What to do → Note each line in the data holding the string "Γουναρόπουλου" and report it.

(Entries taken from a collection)

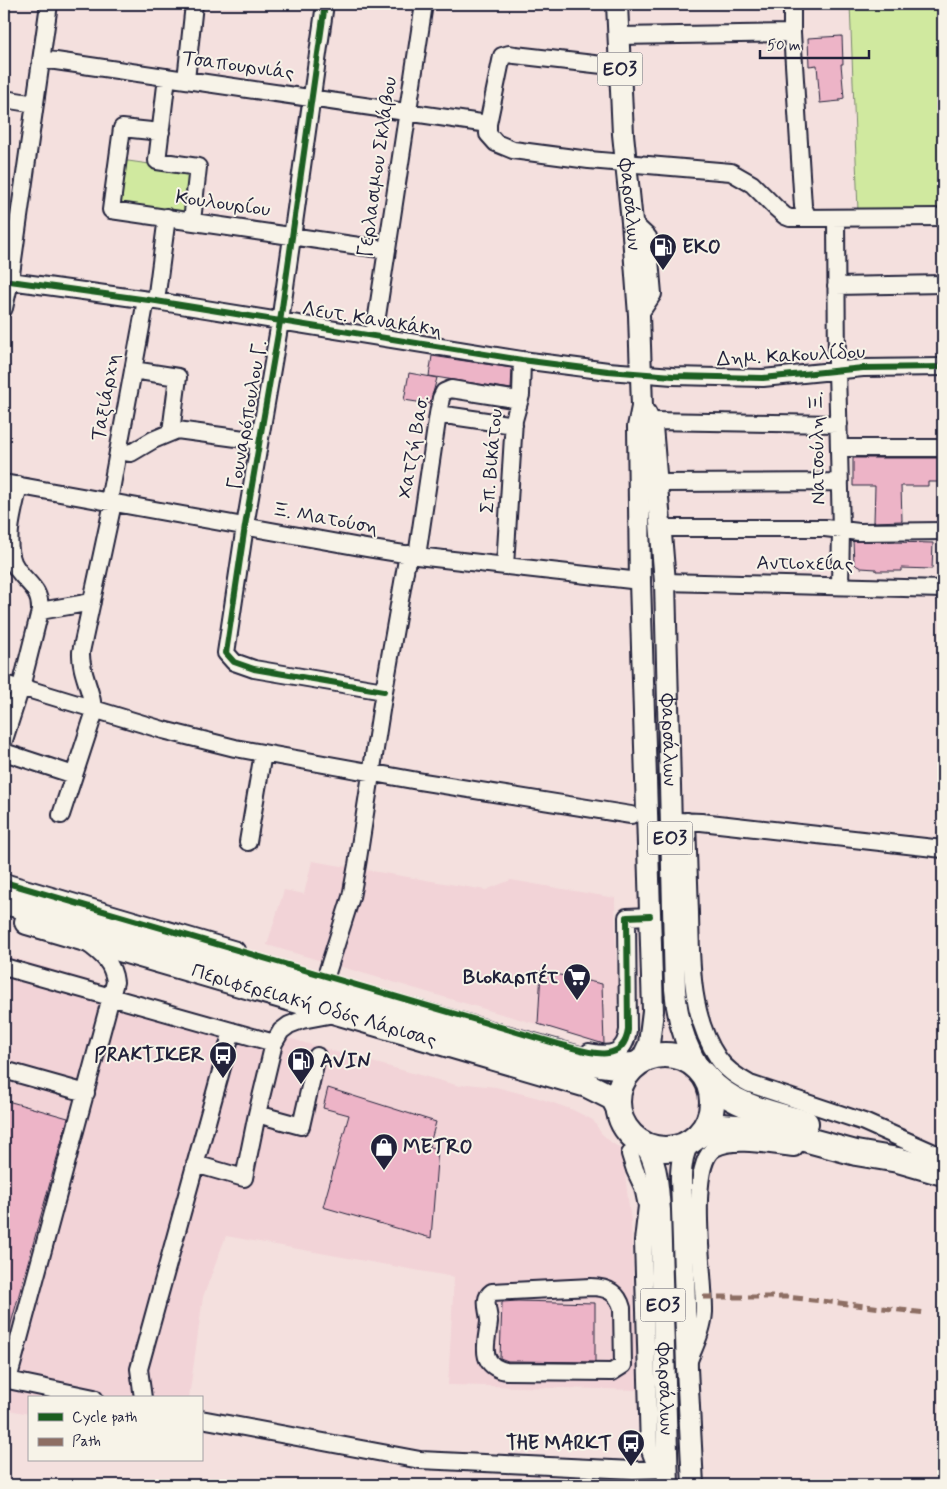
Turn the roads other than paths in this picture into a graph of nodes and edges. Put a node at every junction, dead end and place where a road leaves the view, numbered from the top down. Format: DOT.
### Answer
graph roads {
  1 [pos="49,4"];
  2 [pos="194,4"];
  3 [pos="325,4"];
  4 [pos="424,4"];
  5 [pos="617,4"];
  6 [pos="792,4"];
  7 [pos="792,33"];
  8 [pos="618,36"];
  9 [pos="42,59"];
  10 [pos="620,67"];
  11 [pos="167,77"];
  12 [pos="186,80"];
  13 [pos="311,98"];
  14 [pos="4,99"];
  15 [pos="35,104"];
  16 [pos="407,111"];
  17 [pos="488,124"];
  18 [pos="161,132"];
  19 [pos="626,163"];
  20 [pos="167,217"];
  21 [pos="943,217"];
  22 [pos="808,218"];
  23 [pos="836,218"];
  24 [pos="192,221"];
  25 [pos="292,236"];
  26 [pos="10,237"];
  27 [pos="387,250"];
  28 [pos="10,281"];
  29 [pos="943,284"];
  30 [pos="836,286"];
  31 [pos="151,300"];
  32 [pos="4,308"];
  33 [pos="280,322"];
  34 [pos="374,336"];
  35 [pos="522,360"];
  36 [pos="943,367"];
  37 [pos="133,370"];
  38 [pos="837,370"];
  39 [pos="641,374"];
  40 [pos="519,400"];
  41 [pos="438,414"];
  42 [pos="646,414"];
  43 [pos="838,424"];
  44 [pos="514,425"];
  45 [pos="172,432"];
  46 [pos="259,440"];
  47 [pos="839,448"];
  48 [pos="943,448"];
  49 [pos="118,451"];
  50 [pos="840,482"];
  51 [pos="656,483"];
  52 [pos="11,484"];
  53 [pos="111,502"];
  54 [pos="245,526"];
  55 [pos="659,528"];
  56 [pos="841,530"];
  57 [pos="943,530"];
  58 [pos="413,555"];
  59 [pos="505,566"];
  60 [pos="640,581"];
  61 [pos="665,582"];
  62 [pos="840,586"];
  63 [pos="943,590"];
  64 [pos="92,602"];
  65 [pos="40,611"];
  66 [pos="4,684"];
  67 [pos="20,688"];
  68 [pos="384,691"];
  69 [pos="94,709"];
  70 [pos="4,736"];
  71 [pos="4,752"];
  72 [pos="263,753"];
  73 [pos="372,772"];
  74 [pos="74,775"];
  75 [pos="61,815"];
  76 [pos="631,815"];
  77 [pos="678,821"];
  78 [pos="248,842"];
  79 [pos="943,849"];
  80 [pos="4,882"];
  81 [pos="4,902"];
  82 [pos="4,913"];
  83 [pos="650,916"];
  84 [pos="79,938"];
  85 [pos="4,967"];
  86 [pos="326,976"];
  87 [pos="112,997"];
  88 [pos="342,1013"];
  89 [pos="232,1031"];
  90 [pos="274,1043"];
  91 [pos="557,1048"];
  92 [pos="317,1056"];
  93 [pos="638,1063"];
  94 [pos="4,1070"];
  95 [pos="702,1073"];
  96 [pos="86,1094"];
  97 [pos="618,1107"];
  98 [pos="257,1114"];
  99 [pos="694,1139"];
  100 [pos="799,1143"];
  101 [pos="637,1149"];
  102 [pos="943,1157"];
  103 [pos="898,1160"];
  104 [pos="195,1164"];
  105 [pos="943,1173"];
  106 [pos="652,1196"];
  107 [pos="645,1322"];
  108 [pos="623,1323"];
  109 [pos="646,1364"];
  110 [pos="623,1365"];
  111 [pos="687,1368"];
  112 [pos="6,1380"];
  113 [pos="84,1396"];
  114 [pos="143,1396"];
  115 [pos="202,1420"];
  116 [pos="668,1477"];
  117 [pos="693,1485"];
  1 -- 9 [label="street"];
  2 -- 12 [label="street"];
  3 -- 13 [label="street, Γουναρόπουλου Γ."];
  4 -- 16 [label="street, Γερλασιμου Σκλάβου"];
  5 -- 8 [label="main road, Φαρσάλων / ΕΟ3"];
  6 -- 7 [label="street"];
  7 -- 8 [label="street"];
  7 -- 22 [label="street"];
  8 -- 10 [label="main road, Φαρσάλων / ΕΟ3"];
  9 -- 11 [label="street, Τσαπουρνιάς"];
  9 -- 15 [label="street"];
  10 -- 17 [label="street"];
  10 -- 19 [label="main road, Φαρσάλων / ΕΟ3"];
  11 -- 12 [label="street, Τσαπουρνιάς"];
  11 -- 18 [label="street"];
  12 -- 13 [label="street, Τσαπουρνιάς"];
  13 -- 16 [label="street, Τσαπουρνιάς"];
  13 -- 25 [label="street, Γουναρόπουλου Γ."];
  14 -- 15 [label="street"];
  15 -- 26 [label="street"];
  16 -- 17 [label="street, Τσαπουρνιάς"];
  16 -- 27 [label="street, Γερλασιμου Σκλάβου"];
  17 -- 19 [label="street"];
  18 -- 20 [label="street, Κουλουρίου"];
  18 -- 24 [label="street"];
  19 -- 22 [label="street"];
  19 -- 39 [label="main road, Φαρσάλων / ΕΟ3"];
  20 -- 24 [label="street, Κουλουρίου"];
  20 -- 31 [label="street, Ταξιάρχη"];
  21 -- 23 [label="street"];
  22 -- 23 [label="street"];
  23 -- 30 [label="street, Νατσούλη Ξ."];
  24 -- 25 [label="street, Κουλουρίου"];
  25 -- 27 [label="street, Κουλουρίου"];
  25 -- 33 [label="street, Γουναρόπουλου Γ."];
  26 -- 28 [label="street"];
  27 -- 34 [label="street, Γερλασιμου Σκλάβου"];
  28 -- 31 [label="street, Λευτ. Κανακάκη"];
  28 -- 32 [label="street"];
  29 -- 30 [label="street"];
  30 -- 38 [label="street, Νατσούλη Ξ."];
  31 -- 33 [label="street, Λευτ. Κανακάκη"];
  31 -- 37 [label="street, Ταξιάρχη"];
  33 -- 34 [label="street, Λευτ. Κανακάκη"];
  33 -- 46 [label="street, Γουναρόπουλου Γ."];
  34 -- 35 [label="street, Λευτ. Κανακάκη"];
  35 -- 39 [label="street, Λευτ. Κανακάκη"];
  35 -- 40 [label="street, Σπ. Βικάτου"];
  36 -- 38 [label="street, Δημ. Κακουλίδου"];
  37 -- 45 [label="street"];
  37 -- 49 [label="street, Ταξιάρχη"];
  38 -- 39 [label="street, Δημ. Κακουλίδου"];
  38 -- 43 [label="street, Νατσούλη Ξ."];
  39 -- 42 [label="main road, Φαρσάλων / ΕΟ3"];
  40 -- 41 [label="street, Χατζή Βασ."];
  40 -- 44 [label="street, Σπ. Βικάτου"];
  41 -- 44 [label="street"];
  41 -- 58 [label="street, Χατζή Βασ."];
  42 -- 43 [label="street"];
  42 -- 51 [label="main road, Φαρσάλων / ΕΟ3"];
  42 -- 60 [label="main road, Φαρσάλων / ΕΟ3"];
  43 -- 47 [label="street, Νατσούλη Ξ."];
  44 -- 59 [label="street, Σπ. Βικάτου"];
  45 -- 46 [label="street"];
  45 -- 49 [label="street"];
  46 -- 54 [label="street, Γουναρόπουλου Γ."];
  47 -- 48 [label="street"];
  47 -- 50 [label="street, Νατσούλη Ξ."];
  49 -- 53 [label="street, Ταξιάρχη"];
  50 -- 51 [label="street"];
  50 -- 56 [label="street, Νατσούλη Ξ."];
  51 -- 55 [label="main road, Φαρσάλων / ΕΟ3"];
  52 -- 53 [label="street, Ξ. Ματούση"];
  52 -- 65 [label="street"];
  53 -- 54 [label="street, Ξ. Ματούση"];
  53 -- 64 [label="street, Ταξιάρχη"];
  54 -- 58 [label="street, Ξ. Ματούση"];
  54 -- 68 [label="street, Γουναρόπουλου Γ."];
  55 -- 56 [label="street"];
  55 -- 61 [label="main road, Φαρσάλων / ΕΟ3"];
  56 -- 57 [label="street"];
  56 -- 62 [label="street, Νατσούλη Ξ."];
  58 -- 59 [label="street, Ξ. Ματούση"];
  58 -- 68 [label="street, Χατζή Βασ."];
  59 -- 60 [label="street, Ξ. Ματούση"];
  60 -- 83 [label="main road, Φαρσάλων / ΕΟ3"];
  61 -- 62 [label="street, Αντιοχείας"];
  61 -- 77 [label="main road, Φαρσάλων / ΕΟ3"];
  62 -- 63 [label="street, Αντιοχείας"];
  64 -- 65 [label="street"];
  64 -- 69 [label="street, Ταξιάρχη"];
  65 -- 67 [label="street"];
  66 -- 67 [label="street"];
  67 -- 69 [label="street"];
  67 -- 70 [label="street"];
  68 -- 73 [label="street, Χατζή Βασ."];
  69 -- 72 [label="street"];
  69 -- 74 [label="street"];
  71 -- 74 [label="street"];
  72 -- 73 [label="street"];
  72 -- 78 [label="street"];
  73 -- 76 [label="street"];
  73 -- 86 [label="street, Χατζή Βασ."];
  74 -- 75 [label="street"];
  77 -- 79 [label="street"];
  77 -- 95 [label="main road, Φαρσάλων / ΕΟ3"];
  77 -- 102 [label="street"];
  80 -- 86 [label="street"];
  81 -- 91 [label="highway, Περιφερειακή Οδός Λάρισας"];
  82 -- 84 [label="highway, Περιφερειακή Οδός Λάρισας"];
  83 -- 91 [label="street"];
  83 -- 93 [label="main road, Φαρσάλων / ΕΟ3"];
  84 -- 87 [label="street"];
  84 -- 88 [label="highway, Περιφερειακή Οδός Λάρισας"];
  85 -- 87 [label="street"];
  86 -- 91 [label="street"];
  87 -- 89 [label="street"];
  87 -- 96 [label="street"];
  88 -- 90 [label="street"];
  88 -- 97 [label="highway, Περιφερειακή Οδός Λάρισας"];
  89 -- 90 [label="street"];
  89 -- 104 [label="street"];
  90 -- 98 [label="street"];
  91 -- 93 [label="highway, Περιφερειακή Οδός Λάρισας"];
  92 -- 98 [label="street"];
  93 -- 95 [label="highway"];
  93 -- 97 [label="highway, ΕΟ3"];
  94 -- 96 [label="street"];
  95 -- 99 [label="highway, ΕΟ3"];
  95 -- 103 [label="highway"];
  96 -- 112 [label="street"];
  97 -- 101 [label="highway, ΕΟ3"];
  98 -- 104 [label="street"];
  99 -- 100 [label="highway"];
  99 -- 101 [label="highway"];
  99 -- 111 [label="main road, Φαρσάλων / ΕΟ3"];
  100 -- 103 [label="highway"];
  100 -- 111 [label="street"];
  101 -- 106 [label="main road, Φαρσάλων / ΕΟ3"];
  103 -- 105 [label="highway"];
  104 -- 114 [label="street"];
  106 -- 107 [label="street"];
  106 -- 116 [label="main road, Φαρσάλων / ΕΟ3"];
  107 -- 108 [label="street"];
  107 -- 109 [label="street"];
  108 -- 110 [label="street"];
  108 -- 110 [label="street"];
  109 -- 110 [label="street"];
  109 -- 116 [label="street"];
  111 -- 117 [label="main road, Φαρσάλων / ΕΟ3"];
  112 -- 113 [label="street"];
  115 -- 116 [label="street"];
}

Answer to this exercise →
  3 -- 13 [label="street, Γουναρόπουλου Γ."];
  13 -- 25 [label="street, Γουναρόπουλου Γ."];
  25 -- 33 [label="street, Γουναρόπουλου Γ."];
  33 -- 46 [label="street, Γουναρόπουλου Γ."];
  46 -- 54 [label="street, Γουναρόπουλου Γ."];
  54 -- 68 [label="street, Γουναρόπουλου Γ."];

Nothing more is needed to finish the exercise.